The bicameral breakdown leads to the gradual decline of the right brain area that generated verbal hallucinations. Everyone remembered a time when people could hear the “gods” but only a few remain who can still hear their voices. Those people are sometimes elevated to the positions of priest, shamans, oracles or they are seen as insane, eventually classed as schizophrenics.
The whole thing sounds fantastically crazy at first, right? Jaynes says as much throughout the book. But, like any good scientist, he has worked out a series of testable predictions based on the theory in a variety of fields ranging from history to human physiology. Modern researchers have continued to test his theories and, so far, many of his predictions have been dead on. For example, he predicted the existence of an area in the right hemisphere of the brain capable of generating linguistic, auditory hallucinations that is now vestigial and usually dormant. We now know the right hemisphere contains a vestigial area that corresponds to the Broca/Wernicke area in the left brain. This is the part of the left hemisphere responsible for the production of language. He further predicted this vestigial area would be active in schizophrenics who hear auditory hallucinations. Today, with fMRI scanning and other modern techniques, this has been confirmed too. And the hallucinations these patients experience are often in the form of authority figures (parents, leaders, gods) admonishing or commanding them.
Jaynes did an extensive survey of early literature starting with the earliest known writings and progressing through later more well-known documents like Homer and the early writings of the Bible. He analyzes to what extent the authors or the subjects seem to be self-aware and notes a gradual progression through history of both self-awareness and evolution of language to describe self-awareness.
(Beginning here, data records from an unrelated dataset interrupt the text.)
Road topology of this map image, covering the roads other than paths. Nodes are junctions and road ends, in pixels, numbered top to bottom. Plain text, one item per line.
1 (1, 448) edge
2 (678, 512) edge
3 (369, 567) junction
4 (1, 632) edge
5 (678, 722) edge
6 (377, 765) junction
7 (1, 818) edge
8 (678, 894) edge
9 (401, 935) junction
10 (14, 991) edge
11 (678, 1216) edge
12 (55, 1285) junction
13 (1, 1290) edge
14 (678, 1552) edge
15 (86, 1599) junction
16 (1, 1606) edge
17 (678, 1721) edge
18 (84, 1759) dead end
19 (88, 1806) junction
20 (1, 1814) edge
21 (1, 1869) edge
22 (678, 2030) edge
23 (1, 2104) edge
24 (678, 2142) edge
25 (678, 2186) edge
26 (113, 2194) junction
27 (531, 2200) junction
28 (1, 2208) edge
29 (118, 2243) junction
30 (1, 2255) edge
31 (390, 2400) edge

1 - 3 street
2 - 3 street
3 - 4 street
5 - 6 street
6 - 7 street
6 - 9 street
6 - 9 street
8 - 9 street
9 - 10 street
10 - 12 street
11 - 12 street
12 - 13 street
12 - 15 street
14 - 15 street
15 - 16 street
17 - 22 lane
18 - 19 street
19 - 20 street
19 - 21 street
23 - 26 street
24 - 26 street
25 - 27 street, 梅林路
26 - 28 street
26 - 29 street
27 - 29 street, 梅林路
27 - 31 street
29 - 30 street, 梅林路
The writers of the biblical Old Testament or the Odyssey, for example, show no evidence at all of being self aware, in contrast to authors of the New Testament or later Greek writings. This is complicated by works that have been re-written and changed by later authors, like some books of the Bible or the Epic of Gilgamesh. In these cases, he tries to tease apart what’s original and what was added later.
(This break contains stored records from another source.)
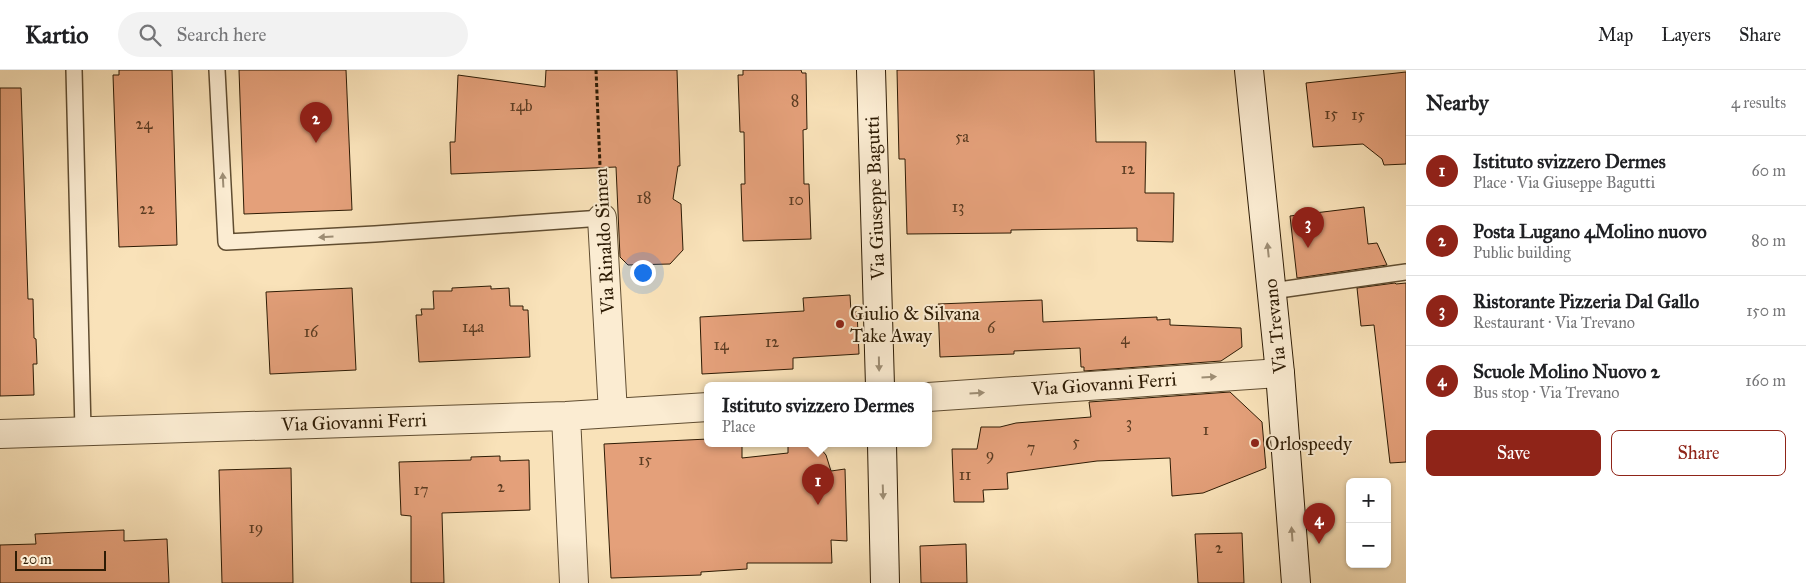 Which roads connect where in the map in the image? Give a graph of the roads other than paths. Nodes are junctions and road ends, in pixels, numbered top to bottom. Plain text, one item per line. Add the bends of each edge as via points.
1 (74, 70) edge
2 (217, 70) edge
3 (871, 70) edge
4 (1249, 70) edge
5 (602, 218) joint
6 (1406, 272) edge
7 (1272, 291) junction
8 (1280, 373) junction
9 (880, 382) edge
10 (932, 397) edge
11 (704, 408) edge
12 (613, 413) junction
13 (566, 416) junction
14 (83, 430) junction
15 (0, 434) edge
16 (882, 447) edge
17 (574, 583) edge
18 (885, 583) edge
19 (1296, 583) edge

1 - 14 lane
5 -> 2 lane via 226,242
3 -> 9 street, Via Giuseppe Bagutti
7 -> 4 street, Via Trevano
5 - 12 street, Via Rinaldo Simen
6 - 7 lane
7 - 8 street, Via Trevano
10 -> 8 street, Via Giovanni Ferri
19 -> 8 street, Via Trevano
11 - 12 street, Via Giovanni Ferri
12 - 13 street, Via Giovanni Ferri
13 - 14 street, Via Giovanni Ferri
13 - 17 street
14 - 15 street, Via Giovanni Ferri
16 -> 18 street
He suggests that traces of bicameralism might still be found not just in schizophrenia but in many aspects of modern religion (e.g. those occasional people who still hear voices or experience “possession”) or even in the common childhood experience of having invisible friends (some children experience actual auditory hallucinations of their imaginary friends speaking to them).
Some modern researchers discount the need for the physical changes in the corpus callosum and believe the linguistic evolution of metaphor alone may be enough to bear out the changes Jaynes’ theory describes. There is now a huge body of literature surrounding the Bicameral Mind theory; lengthy articles defending or attacking aspects of it. There are also now several variant theories. Lain McGilchrist has proposed not a breakdown in a bicameral mind but a separation and reversal in the two hemispheres of the brain. Michael Gazzaniga, a pyschobiologist has done extensive experimental work in the area of hemisphere specialization and has proposed a theory similar to Jaynes’.
Jaynes is an engaging and interesting author and, whether his theory eventually proves to be crazy or profound, you’ll find the book a great read. If you have any interest in philosophy, religion, consciousness, cognition, evolution, anthropology, literature, history, or any of a dozen other topics, you’ll love the book. It makes you think about things you would never have imagined otherwise.